Johnson, who was hired in 2006 as one of the first employees at PUSH, was a tenant advocate who tracked "substandard living conditions" and helped tenants in Housing Court. Cejka was hired in October 2019 as a community data and logistics organizer, and later coordinator, making data entry into a software platform called Salesforce.
According to Amchan's report, one of PUSH's deputy directors asked all employees in June 2020 – during the height of the Covid-19 pandemic – to prepare a budget for their work, not including their salary and benefits. A final full budget would be presented to the board in November 2020, and then voted on in January 2021.
But members of the organizing team knew what had happened in prior years when funding fell short, the ruling explained. Johnson asked if the team could be present when the budget was given to the board, but was told no. So she drafted an email that Cejka sent to the board on Aug. 6, and copied Ghirmatzion and the two deputy directors, Amchan said in his ruling.
The note asked for a chance to view the budget in advance of the board, and to attend the board meeting. It was signed by six organizers. Cejka was lectured soon after by one of the deputy directors, while Ghirmatzion fired off an email to the entire team, calling the email "troubling," according to Amchan's decision.
At a meeting with the team the next day, Ghirmatzion called the email "disrespectful" and suggested some of them "don't want to be here." She warned that "we will double back" and "we will be making some very different changes."
"There's clearly no trust here.
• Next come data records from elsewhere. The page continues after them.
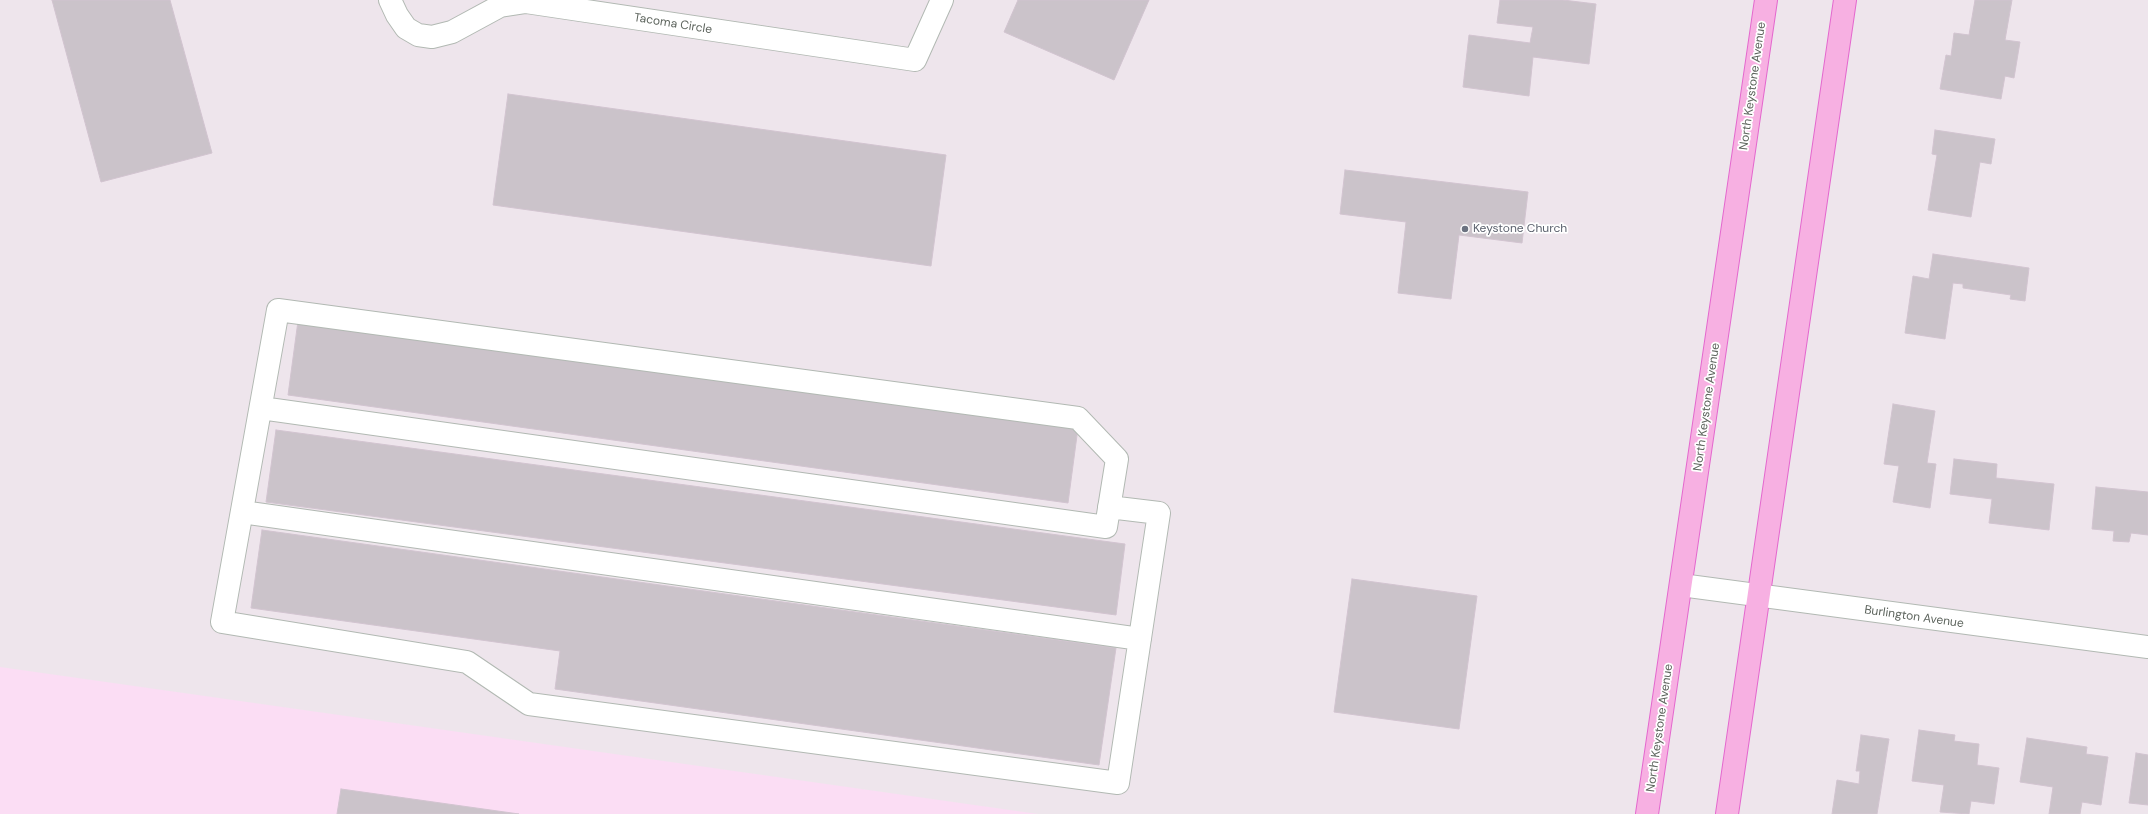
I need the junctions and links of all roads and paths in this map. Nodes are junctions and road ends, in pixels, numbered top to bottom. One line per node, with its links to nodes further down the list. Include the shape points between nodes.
1 (390, 0): 2 (street, Tacoma Circle, via 406,28 418,35 432,38 452,32 500,6 526,2 915,60)
2 (942, 0)
3 (1766, 0): 8 (main road, North Keystone Avenue)
4 (1845, 0): 9 (main road)
5 (261, 408): 6 (street, via 1106,527); 6 (street, via 278,310 1078,418 1117,459); 7 (street)
6 (1110, 507): 10 (street, via 1159,512)
7 (242, 512): 10 (street); 10 (street, via 222,622 467,662 529,704 1118,783)
8 (1681, 585): 9 (street, Burlington Avenue); 12 (main road, North Keystone Avenue)
9 (1759, 595): 11 (street, Burlington Avenue); 13 (main road)
10 (1140, 639)
11 (2148, 647)
12 (1647, 814)
13 (1727, 814)

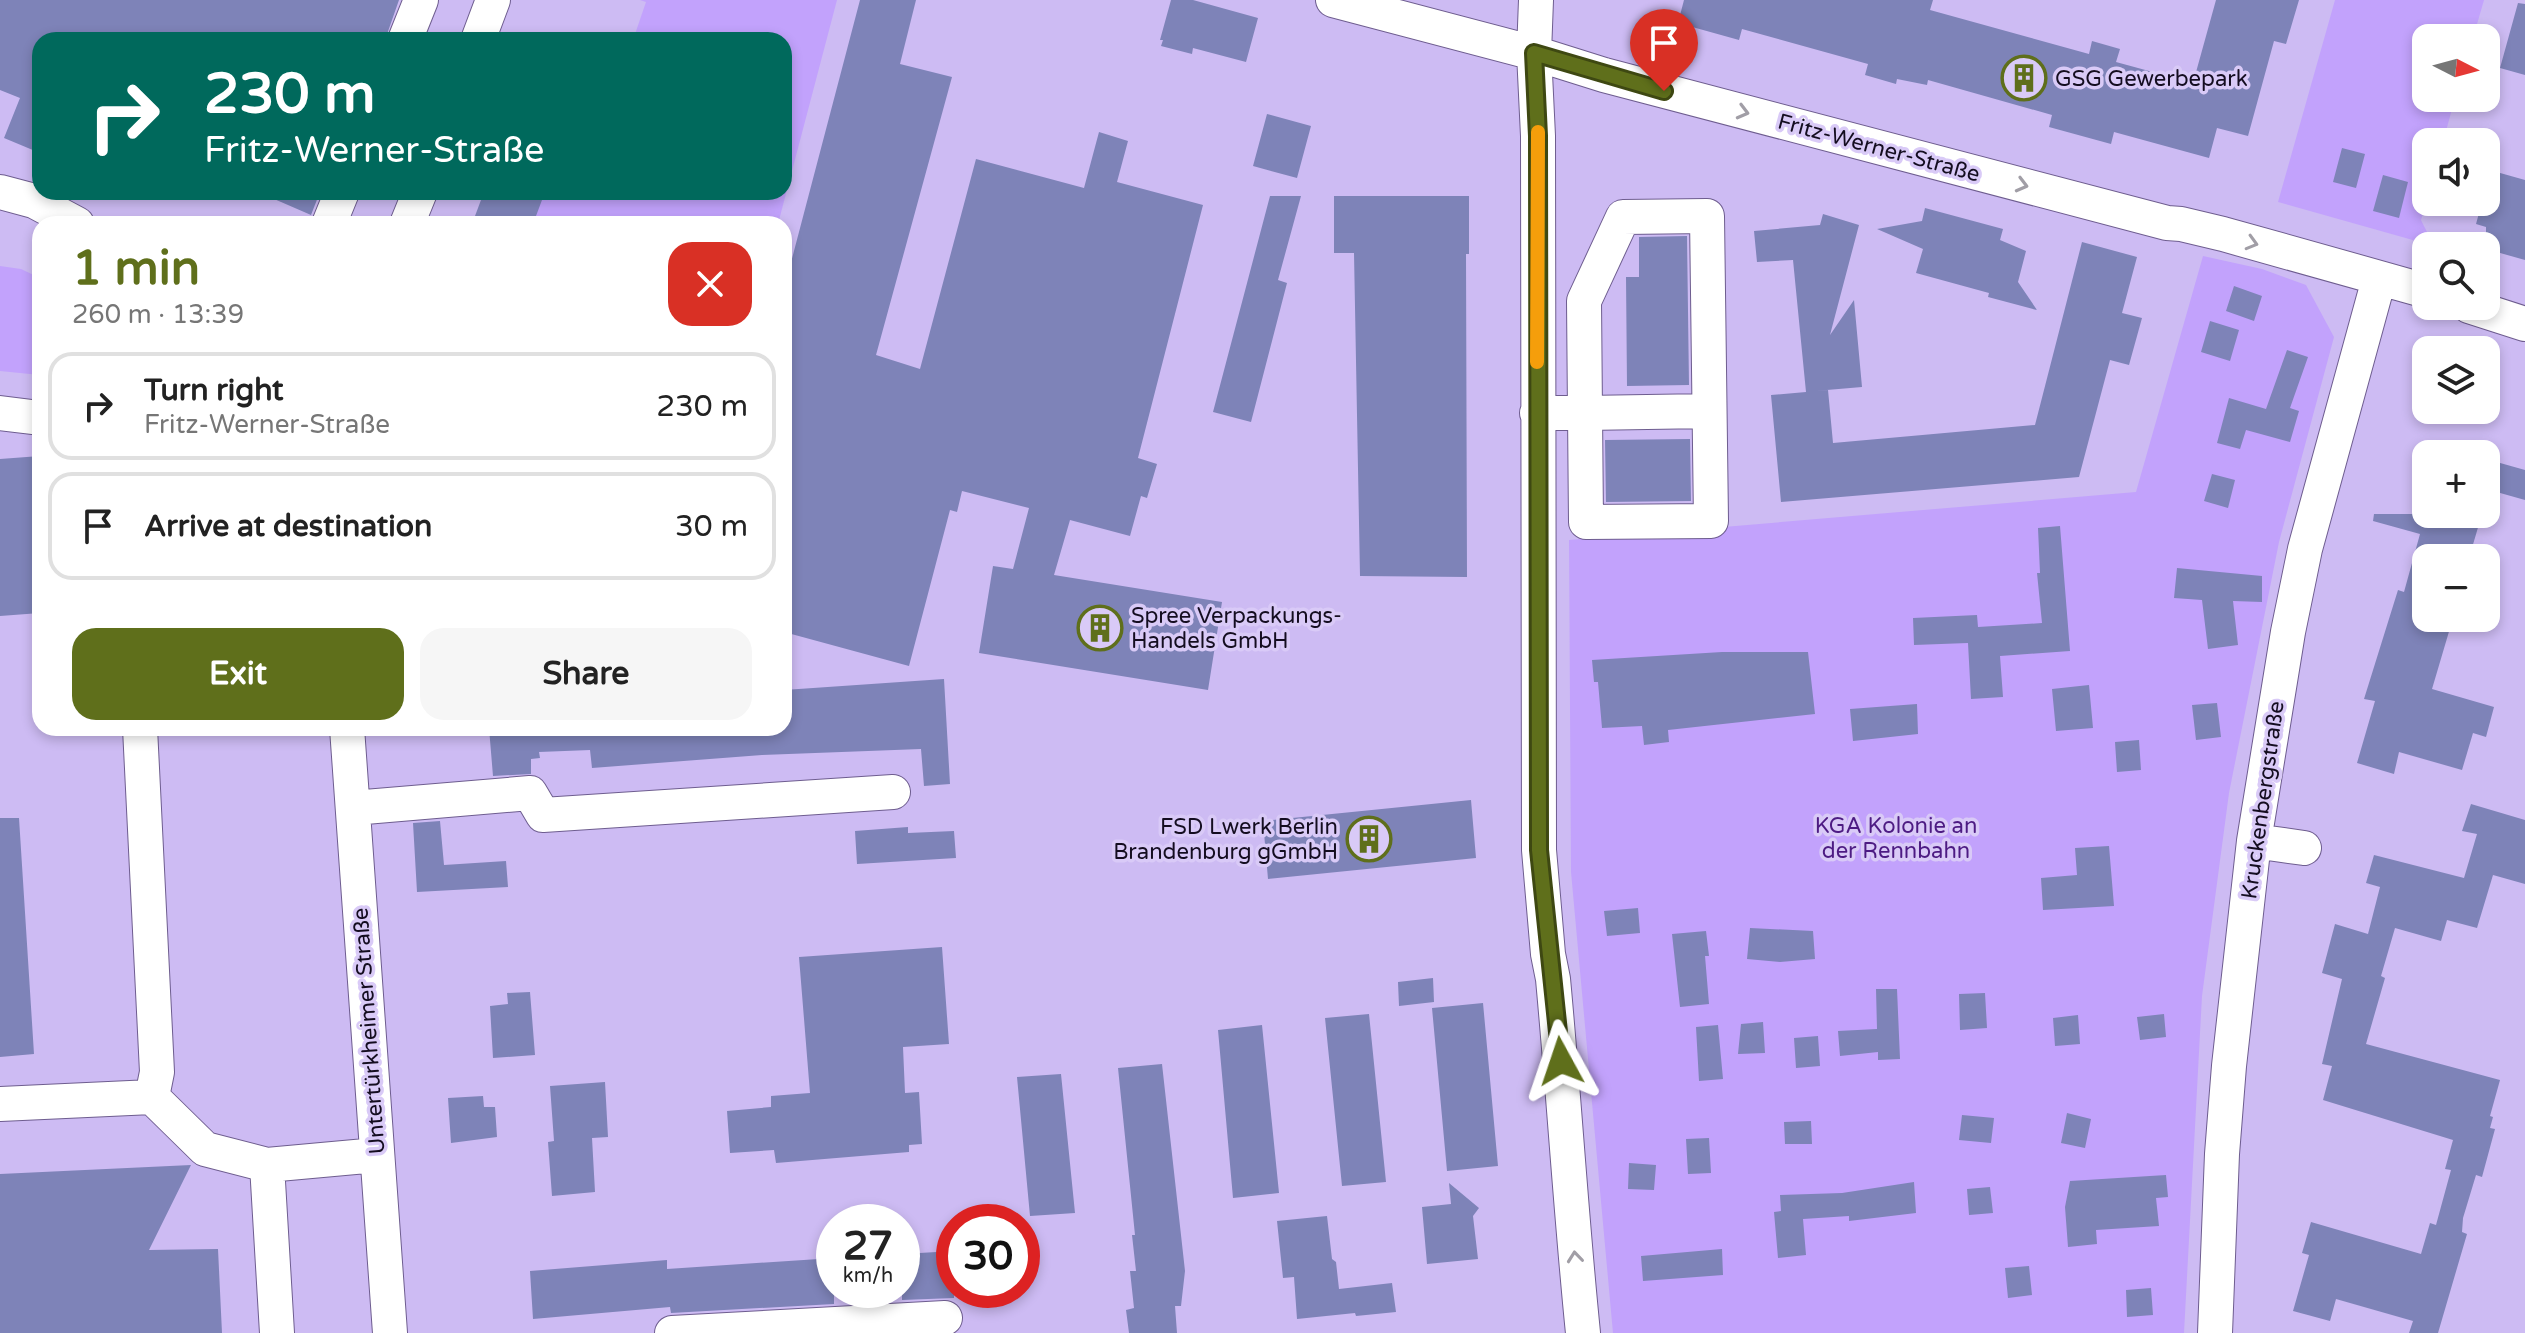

We can't move forward if we don't trust each other," Ghirmatzion said, according to Amchan. "And it's a mutual thing."
Later that day, Cejka lost access to the Salesforce platform she needed to do her job, at Ghirmatzon's direction, according to Amchan.
Cejka submitted her resignation five days later. Johnson was fired Aug. 27.
Amchan noted that the National Labor Relations Act not only deals with unions and collective bargaining but also allows workers to "engage in other concerted activities for the purpose of collective bargaining or other mutual aid or protection."
"There can be no dispute that the Aug. 6 email constituted concerted activity on the part of Cejka, Johnson and the other signatories," he wrote.